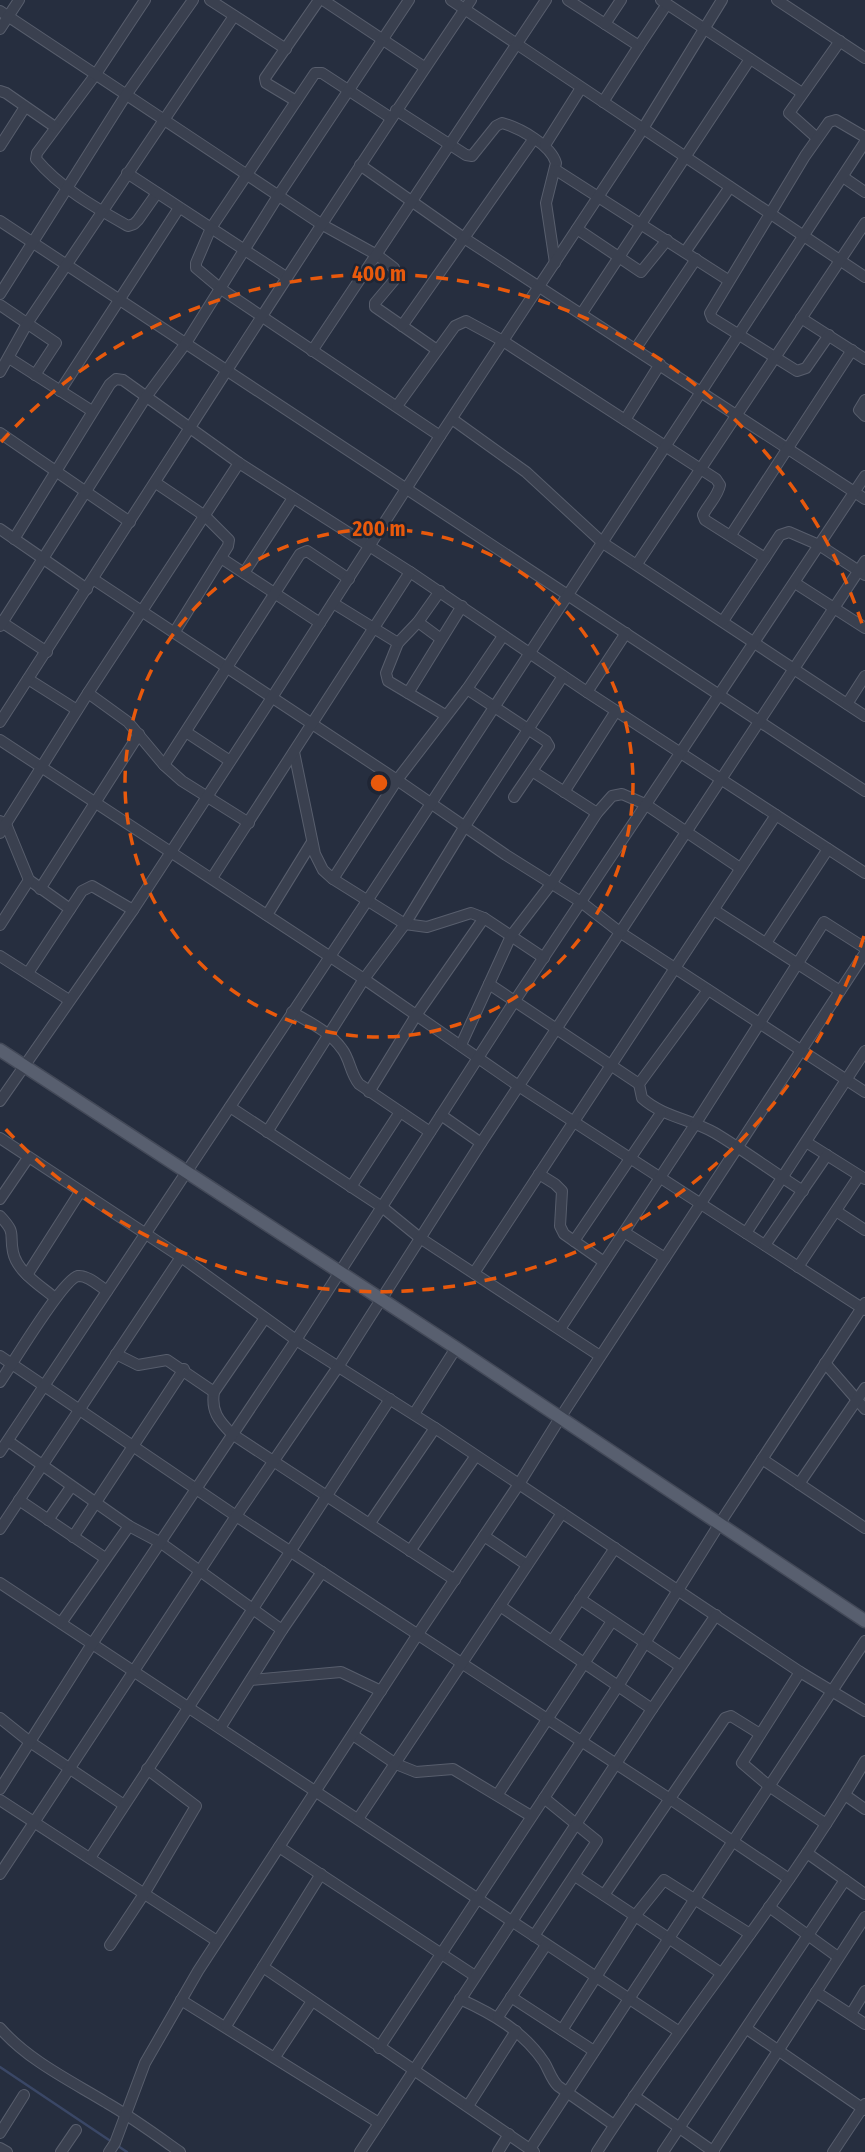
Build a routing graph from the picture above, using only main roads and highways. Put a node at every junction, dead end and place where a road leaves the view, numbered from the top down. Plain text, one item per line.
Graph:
1 (0, 1050) edge
2 (865, 1621) edge

1 - 2 main road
----
• [TASK STATEMENT]
Text only, no pictures: copy every entry exactly.

• [WRITTEN SOLUTION]
Build a routing graph from the picture above, using only main roads and highways. Put a node at every junction, dead end and place where a road leaves the view, numbered from the top down. Plain text, one item per line.
Graph:
1 (0, 1050) edge
2 (865, 1621) edge

1 - 2 main road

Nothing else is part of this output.